* [Task to carry out] Say how many lines below contain the word "Chapultepec". The number is the entire reply.

↓↓↓

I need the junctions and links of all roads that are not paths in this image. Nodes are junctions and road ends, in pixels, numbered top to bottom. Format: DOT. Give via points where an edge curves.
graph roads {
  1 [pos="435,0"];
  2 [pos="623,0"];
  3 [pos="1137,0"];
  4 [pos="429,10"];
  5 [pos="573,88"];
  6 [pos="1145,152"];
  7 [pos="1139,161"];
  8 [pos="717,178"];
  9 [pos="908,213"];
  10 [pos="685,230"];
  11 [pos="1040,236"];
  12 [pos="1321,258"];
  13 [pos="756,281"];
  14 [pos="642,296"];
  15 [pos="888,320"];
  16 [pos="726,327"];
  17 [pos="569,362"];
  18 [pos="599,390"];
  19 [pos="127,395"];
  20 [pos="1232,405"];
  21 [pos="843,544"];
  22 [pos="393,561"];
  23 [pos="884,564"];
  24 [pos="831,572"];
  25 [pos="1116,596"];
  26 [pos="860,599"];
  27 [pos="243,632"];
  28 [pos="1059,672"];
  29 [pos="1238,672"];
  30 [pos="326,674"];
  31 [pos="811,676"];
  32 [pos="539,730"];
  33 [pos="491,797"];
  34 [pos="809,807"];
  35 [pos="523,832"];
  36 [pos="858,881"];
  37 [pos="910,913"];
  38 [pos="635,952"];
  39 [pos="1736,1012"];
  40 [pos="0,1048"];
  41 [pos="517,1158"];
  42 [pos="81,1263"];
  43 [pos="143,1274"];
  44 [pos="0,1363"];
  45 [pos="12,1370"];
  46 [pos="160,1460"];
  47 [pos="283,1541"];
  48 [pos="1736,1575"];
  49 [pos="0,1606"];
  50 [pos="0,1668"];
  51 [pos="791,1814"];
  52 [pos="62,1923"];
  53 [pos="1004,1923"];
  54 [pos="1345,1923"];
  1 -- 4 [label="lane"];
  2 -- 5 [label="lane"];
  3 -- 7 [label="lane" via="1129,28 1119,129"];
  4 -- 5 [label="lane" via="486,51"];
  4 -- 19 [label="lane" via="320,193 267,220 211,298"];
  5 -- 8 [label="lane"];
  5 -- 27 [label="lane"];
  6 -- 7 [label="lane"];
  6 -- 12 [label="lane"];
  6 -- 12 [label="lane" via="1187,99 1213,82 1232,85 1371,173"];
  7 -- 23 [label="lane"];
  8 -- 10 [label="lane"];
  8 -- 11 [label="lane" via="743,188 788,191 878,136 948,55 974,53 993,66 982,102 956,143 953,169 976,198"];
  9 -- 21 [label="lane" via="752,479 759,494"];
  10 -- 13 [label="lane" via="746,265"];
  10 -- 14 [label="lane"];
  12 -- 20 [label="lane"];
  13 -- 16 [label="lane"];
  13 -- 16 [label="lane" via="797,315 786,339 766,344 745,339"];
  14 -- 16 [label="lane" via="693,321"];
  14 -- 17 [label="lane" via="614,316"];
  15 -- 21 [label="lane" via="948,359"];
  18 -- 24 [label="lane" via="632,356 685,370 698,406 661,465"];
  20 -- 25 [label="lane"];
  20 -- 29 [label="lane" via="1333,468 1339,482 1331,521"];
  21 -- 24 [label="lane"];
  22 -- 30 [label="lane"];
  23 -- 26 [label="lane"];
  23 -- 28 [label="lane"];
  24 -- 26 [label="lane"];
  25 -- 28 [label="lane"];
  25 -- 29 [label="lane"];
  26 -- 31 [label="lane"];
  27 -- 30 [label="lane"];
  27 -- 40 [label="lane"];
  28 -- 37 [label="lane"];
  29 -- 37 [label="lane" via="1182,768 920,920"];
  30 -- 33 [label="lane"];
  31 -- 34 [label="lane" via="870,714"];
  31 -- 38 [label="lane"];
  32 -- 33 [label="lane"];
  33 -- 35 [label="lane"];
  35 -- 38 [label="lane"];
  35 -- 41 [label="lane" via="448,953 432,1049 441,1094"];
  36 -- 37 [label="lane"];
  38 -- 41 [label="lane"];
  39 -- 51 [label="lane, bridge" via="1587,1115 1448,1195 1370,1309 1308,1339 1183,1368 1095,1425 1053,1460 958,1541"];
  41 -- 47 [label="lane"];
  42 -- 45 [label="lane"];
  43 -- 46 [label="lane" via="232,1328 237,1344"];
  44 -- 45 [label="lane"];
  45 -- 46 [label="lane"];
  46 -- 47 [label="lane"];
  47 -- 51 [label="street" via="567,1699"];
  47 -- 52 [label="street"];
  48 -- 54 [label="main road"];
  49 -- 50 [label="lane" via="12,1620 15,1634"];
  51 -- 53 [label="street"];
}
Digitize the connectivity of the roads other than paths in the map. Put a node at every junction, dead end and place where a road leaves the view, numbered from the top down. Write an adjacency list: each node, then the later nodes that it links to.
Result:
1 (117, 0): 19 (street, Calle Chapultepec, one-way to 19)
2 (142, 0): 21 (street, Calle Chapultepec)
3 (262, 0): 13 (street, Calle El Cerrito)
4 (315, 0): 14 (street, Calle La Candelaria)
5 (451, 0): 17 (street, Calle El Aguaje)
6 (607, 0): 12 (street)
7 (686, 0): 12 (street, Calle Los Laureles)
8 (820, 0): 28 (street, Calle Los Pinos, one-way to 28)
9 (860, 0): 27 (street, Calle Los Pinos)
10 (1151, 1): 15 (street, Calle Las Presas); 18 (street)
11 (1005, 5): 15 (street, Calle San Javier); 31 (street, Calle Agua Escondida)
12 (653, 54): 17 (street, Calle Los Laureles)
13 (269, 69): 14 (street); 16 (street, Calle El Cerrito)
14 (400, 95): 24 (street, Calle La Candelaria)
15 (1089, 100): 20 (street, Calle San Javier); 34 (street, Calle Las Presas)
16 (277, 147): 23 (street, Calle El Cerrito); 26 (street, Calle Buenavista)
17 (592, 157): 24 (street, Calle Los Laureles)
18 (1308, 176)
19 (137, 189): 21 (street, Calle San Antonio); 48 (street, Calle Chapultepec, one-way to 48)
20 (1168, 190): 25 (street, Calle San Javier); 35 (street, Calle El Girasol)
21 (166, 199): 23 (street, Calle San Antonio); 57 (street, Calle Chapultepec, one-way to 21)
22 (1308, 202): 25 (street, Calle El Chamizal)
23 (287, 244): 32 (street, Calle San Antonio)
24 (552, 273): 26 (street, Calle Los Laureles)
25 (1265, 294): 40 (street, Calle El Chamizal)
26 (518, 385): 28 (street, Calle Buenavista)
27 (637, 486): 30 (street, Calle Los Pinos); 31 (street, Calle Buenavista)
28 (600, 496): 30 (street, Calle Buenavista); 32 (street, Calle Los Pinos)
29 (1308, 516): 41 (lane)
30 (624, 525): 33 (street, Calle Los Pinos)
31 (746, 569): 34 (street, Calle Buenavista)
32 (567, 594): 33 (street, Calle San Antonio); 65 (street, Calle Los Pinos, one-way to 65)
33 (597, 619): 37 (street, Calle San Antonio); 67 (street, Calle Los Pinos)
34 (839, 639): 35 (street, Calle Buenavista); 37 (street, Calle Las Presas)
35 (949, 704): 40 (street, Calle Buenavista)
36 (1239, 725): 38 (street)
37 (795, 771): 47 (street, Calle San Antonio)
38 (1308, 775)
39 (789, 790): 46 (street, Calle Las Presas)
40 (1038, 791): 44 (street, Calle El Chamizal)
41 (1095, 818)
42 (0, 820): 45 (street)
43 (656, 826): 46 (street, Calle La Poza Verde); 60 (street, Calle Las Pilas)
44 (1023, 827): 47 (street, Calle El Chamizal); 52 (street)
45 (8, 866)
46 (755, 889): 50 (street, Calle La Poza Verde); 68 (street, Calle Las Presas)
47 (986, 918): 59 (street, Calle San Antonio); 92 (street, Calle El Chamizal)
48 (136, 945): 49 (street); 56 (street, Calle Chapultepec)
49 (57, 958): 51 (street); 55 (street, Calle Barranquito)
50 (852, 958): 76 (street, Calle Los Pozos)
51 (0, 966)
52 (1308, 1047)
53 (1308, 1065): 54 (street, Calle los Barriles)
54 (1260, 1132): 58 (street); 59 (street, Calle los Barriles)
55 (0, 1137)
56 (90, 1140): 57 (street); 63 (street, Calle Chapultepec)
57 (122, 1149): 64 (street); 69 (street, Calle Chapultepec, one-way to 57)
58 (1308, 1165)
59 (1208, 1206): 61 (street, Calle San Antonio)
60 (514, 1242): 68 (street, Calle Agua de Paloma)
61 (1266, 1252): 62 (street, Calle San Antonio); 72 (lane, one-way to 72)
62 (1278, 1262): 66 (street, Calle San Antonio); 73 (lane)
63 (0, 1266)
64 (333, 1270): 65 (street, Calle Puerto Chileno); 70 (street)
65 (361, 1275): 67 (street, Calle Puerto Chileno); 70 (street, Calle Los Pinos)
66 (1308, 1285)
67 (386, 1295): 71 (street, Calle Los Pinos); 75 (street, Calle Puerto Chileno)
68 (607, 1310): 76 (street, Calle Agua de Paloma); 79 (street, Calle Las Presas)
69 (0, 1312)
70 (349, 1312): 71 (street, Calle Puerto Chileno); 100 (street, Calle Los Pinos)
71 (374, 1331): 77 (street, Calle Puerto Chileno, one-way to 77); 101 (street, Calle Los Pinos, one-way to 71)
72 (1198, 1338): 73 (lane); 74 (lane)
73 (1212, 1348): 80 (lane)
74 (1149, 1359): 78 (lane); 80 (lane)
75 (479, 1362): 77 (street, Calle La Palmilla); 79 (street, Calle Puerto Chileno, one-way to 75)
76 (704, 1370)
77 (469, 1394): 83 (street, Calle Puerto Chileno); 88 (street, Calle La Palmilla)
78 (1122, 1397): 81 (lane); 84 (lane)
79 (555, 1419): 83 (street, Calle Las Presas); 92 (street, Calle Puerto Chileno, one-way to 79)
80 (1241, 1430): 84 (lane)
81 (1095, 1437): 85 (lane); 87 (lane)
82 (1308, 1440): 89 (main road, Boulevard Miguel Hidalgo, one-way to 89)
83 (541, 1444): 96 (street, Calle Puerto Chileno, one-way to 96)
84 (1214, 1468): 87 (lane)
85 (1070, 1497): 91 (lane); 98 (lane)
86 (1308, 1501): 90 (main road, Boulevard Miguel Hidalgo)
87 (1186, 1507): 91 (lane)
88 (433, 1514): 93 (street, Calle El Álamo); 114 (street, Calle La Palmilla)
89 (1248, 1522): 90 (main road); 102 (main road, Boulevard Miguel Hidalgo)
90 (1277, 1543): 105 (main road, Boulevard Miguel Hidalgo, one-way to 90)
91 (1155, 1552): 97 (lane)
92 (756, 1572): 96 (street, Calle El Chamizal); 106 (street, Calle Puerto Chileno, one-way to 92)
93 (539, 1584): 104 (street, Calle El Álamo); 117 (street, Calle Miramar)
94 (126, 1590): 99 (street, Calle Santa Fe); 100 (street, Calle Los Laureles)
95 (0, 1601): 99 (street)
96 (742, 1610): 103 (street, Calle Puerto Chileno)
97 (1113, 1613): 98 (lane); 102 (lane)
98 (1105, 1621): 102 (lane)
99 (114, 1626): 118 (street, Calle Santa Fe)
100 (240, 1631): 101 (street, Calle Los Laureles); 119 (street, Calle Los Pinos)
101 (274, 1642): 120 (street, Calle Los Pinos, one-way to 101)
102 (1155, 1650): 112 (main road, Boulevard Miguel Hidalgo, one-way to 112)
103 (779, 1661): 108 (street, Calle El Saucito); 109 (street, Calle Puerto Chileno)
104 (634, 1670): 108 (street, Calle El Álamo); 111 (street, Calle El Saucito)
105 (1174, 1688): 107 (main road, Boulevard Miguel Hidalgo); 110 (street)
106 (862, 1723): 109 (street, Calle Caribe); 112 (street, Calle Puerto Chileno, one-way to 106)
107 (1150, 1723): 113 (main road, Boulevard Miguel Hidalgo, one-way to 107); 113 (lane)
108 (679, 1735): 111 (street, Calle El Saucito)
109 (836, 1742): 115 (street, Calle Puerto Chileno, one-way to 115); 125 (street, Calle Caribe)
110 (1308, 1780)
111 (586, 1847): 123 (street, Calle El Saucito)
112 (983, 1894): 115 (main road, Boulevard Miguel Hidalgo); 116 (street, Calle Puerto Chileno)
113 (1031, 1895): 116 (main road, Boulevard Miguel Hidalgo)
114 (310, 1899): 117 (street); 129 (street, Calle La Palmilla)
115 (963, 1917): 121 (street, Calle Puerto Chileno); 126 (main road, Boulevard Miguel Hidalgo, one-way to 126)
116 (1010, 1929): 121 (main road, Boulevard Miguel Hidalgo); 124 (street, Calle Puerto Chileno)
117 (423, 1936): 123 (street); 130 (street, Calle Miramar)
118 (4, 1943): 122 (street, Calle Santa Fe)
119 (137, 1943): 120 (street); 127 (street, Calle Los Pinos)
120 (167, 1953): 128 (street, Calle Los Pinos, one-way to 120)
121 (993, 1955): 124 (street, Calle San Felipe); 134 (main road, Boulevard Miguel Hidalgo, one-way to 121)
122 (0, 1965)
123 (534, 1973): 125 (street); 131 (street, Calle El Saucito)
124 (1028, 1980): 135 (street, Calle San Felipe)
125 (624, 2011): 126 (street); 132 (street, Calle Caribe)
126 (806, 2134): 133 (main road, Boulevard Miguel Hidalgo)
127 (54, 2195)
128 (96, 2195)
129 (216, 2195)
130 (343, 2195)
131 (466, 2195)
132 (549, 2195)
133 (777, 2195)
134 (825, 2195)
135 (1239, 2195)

↑↑↑

* [Solution for this exercise] 7